Conway's career is intertwined with that of mathematics popularizer and Scientific American columnist Martin Gardner. When Gardner featured Conway's Game of Life in his Mathematical Games column in October 1970, it became the most widely read of all his columns and made Conway an instant celebrity.[20][21] Gardner and Conway had first corresponded in the late 1950s, and over the years Gardner had frequently written about recreational aspects of Conway's work.[22] For instance, he discussed Conway's game of Sprouts (Jul 1967), Hackenbush (Jan 1972), and his angel and devil problem (Feb 1974). In the September 1976 column he reviewed Conway's book On Numbers and Games and even managed to explain Conway's surreal numbers.[23]

Conway was probably the most important member of Martin Gardner's Mathematical Grapevine. He regularly visited Gardner and often wrote him long letters summarizing his recreational research. In a 1976 visit Gardner pretty much held him prisoner for a week, pumping him for information on the Penrose tilings which had just been announced.  Conway had discovered many (if not most) of the major properties of the tilings.[24] Gardner used these results when he introduced the world to Penrose tiles in his January 1977 column.[25] The cover of that issue of Scientific American features the Penrose tiles and is based on a sketch by Conway.[21]

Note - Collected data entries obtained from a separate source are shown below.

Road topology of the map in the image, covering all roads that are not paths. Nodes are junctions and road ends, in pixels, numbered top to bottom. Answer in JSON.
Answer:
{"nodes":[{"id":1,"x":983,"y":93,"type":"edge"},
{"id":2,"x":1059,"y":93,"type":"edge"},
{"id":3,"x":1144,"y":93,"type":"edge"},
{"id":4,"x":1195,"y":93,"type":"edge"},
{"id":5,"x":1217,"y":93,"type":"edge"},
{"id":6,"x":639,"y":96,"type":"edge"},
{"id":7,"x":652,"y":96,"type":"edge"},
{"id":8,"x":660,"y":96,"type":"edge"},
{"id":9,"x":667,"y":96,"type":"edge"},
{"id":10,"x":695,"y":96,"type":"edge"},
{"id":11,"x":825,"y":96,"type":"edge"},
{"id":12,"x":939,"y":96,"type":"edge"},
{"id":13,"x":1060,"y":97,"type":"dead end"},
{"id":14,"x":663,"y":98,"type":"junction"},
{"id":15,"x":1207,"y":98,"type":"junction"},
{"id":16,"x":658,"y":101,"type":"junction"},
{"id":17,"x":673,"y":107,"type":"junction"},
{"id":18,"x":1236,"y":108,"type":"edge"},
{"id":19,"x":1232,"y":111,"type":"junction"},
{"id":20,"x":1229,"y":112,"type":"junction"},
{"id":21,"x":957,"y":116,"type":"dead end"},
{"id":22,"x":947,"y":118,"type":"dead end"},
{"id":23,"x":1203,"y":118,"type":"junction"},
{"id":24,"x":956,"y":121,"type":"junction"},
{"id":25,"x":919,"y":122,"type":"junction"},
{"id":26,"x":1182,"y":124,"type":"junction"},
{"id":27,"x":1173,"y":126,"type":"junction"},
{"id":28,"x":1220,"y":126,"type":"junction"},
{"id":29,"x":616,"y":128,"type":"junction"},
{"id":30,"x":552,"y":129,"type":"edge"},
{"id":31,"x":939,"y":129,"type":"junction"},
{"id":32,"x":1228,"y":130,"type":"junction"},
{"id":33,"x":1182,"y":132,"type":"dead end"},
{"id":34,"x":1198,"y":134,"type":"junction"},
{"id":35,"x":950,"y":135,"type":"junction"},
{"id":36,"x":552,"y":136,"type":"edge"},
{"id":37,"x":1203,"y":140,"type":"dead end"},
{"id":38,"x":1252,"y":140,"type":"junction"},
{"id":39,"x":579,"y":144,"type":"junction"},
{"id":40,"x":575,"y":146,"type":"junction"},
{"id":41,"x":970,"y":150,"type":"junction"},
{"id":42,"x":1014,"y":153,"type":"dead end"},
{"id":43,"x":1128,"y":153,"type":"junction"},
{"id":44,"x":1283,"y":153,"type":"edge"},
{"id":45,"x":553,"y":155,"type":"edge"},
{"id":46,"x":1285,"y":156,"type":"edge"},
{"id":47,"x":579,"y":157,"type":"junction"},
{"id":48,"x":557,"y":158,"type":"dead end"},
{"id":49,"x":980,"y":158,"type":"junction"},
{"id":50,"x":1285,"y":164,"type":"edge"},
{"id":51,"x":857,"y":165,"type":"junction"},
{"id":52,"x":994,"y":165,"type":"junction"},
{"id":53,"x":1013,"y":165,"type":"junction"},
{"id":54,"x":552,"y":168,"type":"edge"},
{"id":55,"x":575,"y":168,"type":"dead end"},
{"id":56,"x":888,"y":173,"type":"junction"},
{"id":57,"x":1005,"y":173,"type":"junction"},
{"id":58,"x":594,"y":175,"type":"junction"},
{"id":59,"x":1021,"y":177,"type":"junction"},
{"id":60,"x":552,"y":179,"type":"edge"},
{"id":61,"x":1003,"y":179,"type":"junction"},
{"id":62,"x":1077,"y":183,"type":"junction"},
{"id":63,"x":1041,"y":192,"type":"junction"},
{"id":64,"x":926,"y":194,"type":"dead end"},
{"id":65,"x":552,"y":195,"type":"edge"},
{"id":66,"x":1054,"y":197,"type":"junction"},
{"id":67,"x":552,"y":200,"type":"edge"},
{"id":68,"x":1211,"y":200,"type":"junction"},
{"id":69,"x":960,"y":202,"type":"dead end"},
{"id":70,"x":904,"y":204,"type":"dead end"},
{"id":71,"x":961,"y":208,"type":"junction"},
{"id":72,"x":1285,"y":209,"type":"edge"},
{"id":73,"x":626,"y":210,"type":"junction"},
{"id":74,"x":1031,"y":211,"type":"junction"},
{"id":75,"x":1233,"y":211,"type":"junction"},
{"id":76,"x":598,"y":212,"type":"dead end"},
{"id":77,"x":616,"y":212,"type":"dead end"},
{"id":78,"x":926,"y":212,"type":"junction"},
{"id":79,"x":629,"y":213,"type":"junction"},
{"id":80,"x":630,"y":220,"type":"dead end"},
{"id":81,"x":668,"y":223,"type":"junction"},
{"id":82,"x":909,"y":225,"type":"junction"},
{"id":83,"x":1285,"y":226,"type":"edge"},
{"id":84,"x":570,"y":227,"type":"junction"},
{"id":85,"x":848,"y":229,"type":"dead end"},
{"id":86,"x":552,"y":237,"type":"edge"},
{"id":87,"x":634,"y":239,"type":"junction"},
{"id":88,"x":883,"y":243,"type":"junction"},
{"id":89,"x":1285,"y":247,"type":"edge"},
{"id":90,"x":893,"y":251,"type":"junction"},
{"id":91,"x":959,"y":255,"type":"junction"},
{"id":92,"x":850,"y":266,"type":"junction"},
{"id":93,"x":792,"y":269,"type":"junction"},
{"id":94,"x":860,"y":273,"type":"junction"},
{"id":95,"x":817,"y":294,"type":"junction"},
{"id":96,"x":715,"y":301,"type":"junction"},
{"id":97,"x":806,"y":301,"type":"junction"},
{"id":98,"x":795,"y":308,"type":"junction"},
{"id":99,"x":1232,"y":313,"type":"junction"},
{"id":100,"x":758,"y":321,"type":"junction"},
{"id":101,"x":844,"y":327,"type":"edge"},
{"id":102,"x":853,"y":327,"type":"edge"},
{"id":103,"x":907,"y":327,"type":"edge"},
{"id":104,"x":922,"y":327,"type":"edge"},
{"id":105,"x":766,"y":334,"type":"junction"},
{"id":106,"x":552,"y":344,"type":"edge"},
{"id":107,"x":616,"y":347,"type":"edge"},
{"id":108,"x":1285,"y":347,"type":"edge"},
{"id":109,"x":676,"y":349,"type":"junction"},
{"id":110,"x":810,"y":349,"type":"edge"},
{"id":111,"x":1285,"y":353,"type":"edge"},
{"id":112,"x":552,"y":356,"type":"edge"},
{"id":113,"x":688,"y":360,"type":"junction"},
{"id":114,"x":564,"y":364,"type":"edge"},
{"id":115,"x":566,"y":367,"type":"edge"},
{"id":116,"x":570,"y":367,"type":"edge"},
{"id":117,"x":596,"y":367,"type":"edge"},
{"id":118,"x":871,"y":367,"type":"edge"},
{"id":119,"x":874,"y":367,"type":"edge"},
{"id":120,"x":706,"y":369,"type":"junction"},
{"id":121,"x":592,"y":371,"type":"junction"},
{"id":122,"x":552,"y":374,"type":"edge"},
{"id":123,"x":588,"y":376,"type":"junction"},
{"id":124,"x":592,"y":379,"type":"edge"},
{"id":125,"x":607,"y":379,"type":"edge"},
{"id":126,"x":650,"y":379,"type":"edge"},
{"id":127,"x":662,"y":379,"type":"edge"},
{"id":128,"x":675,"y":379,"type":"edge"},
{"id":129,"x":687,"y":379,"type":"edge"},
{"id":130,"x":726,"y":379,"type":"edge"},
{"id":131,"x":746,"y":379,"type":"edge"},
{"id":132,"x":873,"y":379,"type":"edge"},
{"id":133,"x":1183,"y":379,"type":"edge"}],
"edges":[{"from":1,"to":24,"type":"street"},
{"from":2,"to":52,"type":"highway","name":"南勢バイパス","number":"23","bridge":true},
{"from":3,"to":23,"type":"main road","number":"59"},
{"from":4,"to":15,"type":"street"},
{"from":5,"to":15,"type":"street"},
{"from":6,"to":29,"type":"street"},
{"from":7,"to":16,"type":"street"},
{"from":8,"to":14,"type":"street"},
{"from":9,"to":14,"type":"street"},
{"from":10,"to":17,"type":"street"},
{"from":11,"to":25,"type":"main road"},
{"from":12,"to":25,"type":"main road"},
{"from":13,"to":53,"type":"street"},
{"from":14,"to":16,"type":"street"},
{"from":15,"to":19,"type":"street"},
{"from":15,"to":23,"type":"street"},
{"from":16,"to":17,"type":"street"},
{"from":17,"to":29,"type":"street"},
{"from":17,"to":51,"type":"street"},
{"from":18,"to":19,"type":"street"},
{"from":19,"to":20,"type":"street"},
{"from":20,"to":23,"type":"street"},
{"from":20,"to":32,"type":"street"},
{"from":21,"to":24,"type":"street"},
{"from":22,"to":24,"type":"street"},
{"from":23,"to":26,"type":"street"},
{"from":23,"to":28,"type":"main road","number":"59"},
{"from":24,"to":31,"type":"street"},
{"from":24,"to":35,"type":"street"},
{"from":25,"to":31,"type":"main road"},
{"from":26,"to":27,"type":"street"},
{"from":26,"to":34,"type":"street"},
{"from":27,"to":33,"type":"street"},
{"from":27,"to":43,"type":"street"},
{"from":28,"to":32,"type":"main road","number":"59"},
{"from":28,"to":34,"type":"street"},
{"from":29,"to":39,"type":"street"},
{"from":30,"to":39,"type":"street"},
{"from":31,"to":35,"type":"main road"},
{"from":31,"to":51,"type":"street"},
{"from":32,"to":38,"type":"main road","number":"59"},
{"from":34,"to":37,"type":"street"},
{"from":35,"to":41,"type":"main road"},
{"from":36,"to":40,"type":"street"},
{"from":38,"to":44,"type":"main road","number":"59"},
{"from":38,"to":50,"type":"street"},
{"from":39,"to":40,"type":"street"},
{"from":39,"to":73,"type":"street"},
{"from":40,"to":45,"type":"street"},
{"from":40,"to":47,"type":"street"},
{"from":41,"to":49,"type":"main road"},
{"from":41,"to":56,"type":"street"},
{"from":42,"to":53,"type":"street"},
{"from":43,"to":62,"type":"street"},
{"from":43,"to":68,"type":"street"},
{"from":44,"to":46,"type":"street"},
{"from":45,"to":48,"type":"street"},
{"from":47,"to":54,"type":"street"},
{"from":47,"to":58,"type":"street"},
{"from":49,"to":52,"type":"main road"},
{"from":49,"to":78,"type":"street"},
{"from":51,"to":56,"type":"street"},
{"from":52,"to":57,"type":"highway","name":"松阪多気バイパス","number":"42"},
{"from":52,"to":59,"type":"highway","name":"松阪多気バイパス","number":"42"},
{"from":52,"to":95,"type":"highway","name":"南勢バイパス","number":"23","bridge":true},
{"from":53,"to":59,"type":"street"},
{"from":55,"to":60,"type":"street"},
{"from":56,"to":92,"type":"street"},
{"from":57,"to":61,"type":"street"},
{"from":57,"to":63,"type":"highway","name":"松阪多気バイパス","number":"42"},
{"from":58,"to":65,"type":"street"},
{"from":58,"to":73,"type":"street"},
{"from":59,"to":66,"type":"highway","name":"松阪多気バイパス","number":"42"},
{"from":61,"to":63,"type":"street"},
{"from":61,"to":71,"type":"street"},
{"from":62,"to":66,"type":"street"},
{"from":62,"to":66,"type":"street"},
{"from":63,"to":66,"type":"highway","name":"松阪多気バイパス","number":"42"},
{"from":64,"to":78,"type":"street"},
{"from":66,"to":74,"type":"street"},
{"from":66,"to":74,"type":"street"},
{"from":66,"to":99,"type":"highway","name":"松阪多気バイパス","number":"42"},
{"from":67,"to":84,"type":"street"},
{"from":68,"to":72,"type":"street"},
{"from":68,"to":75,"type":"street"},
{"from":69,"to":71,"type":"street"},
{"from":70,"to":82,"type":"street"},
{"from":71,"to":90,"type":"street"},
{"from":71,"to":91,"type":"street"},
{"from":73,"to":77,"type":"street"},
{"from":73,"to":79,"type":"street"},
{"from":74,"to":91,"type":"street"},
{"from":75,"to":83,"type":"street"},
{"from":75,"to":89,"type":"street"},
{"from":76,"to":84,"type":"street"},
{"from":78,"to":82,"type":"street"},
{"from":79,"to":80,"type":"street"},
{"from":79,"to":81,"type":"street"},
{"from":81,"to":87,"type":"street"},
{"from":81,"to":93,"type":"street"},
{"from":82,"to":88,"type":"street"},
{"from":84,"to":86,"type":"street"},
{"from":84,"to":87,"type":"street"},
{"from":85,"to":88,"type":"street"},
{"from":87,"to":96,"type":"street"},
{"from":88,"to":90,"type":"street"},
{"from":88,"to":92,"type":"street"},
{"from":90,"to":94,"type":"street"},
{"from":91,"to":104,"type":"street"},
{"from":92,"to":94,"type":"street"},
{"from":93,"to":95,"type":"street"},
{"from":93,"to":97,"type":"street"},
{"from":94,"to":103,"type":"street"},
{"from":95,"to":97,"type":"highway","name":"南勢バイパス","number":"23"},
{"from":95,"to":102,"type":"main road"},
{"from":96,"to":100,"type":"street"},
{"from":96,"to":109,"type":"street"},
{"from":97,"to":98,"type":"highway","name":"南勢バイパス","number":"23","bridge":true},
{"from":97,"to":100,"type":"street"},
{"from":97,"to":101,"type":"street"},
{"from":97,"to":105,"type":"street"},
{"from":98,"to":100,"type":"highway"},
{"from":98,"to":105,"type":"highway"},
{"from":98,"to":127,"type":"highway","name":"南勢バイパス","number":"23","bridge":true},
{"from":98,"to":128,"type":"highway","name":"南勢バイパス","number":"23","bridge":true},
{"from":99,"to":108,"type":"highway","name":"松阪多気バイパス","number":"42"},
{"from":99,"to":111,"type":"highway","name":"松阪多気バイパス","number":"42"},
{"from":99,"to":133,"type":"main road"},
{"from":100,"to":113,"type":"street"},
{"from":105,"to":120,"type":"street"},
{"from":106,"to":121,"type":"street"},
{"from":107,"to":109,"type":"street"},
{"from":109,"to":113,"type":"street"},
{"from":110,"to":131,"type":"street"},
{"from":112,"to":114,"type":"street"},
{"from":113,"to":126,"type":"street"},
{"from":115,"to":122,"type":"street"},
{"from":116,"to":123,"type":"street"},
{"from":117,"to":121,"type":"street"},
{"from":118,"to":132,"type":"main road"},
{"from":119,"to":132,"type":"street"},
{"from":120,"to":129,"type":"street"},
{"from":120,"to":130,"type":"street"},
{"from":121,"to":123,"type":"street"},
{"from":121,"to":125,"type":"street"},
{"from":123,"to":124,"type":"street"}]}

Conferences called Gathering 4 Gardner are held every two years to celebrate the legacy of Martin Gardner, and Conway himself has often been a featured speaker at these events, discussing various aspects of recreational mathematics.[26][27]

Major areas of research

Combinatorial game theory

Conway is widely known for his contributions to combinatorial game theory (CGT), a theory of partisan games. This he developed with Elwyn Berlekamp and Richard Guy, and with them also co-authored the book Winning Ways for your Mathematical Plays. He also wrote the book On Numbers and Games (ONAG) which lays out the mathematical foundations of CGT.

He is also one of the inventors of sprouts, as well as philosopher's football. He developed detailed analyses of many other games and puzzles, such as the Soma cube, peg solitaire, and Conway's soldiers. He came up with the angel problem, which was solved in 2006.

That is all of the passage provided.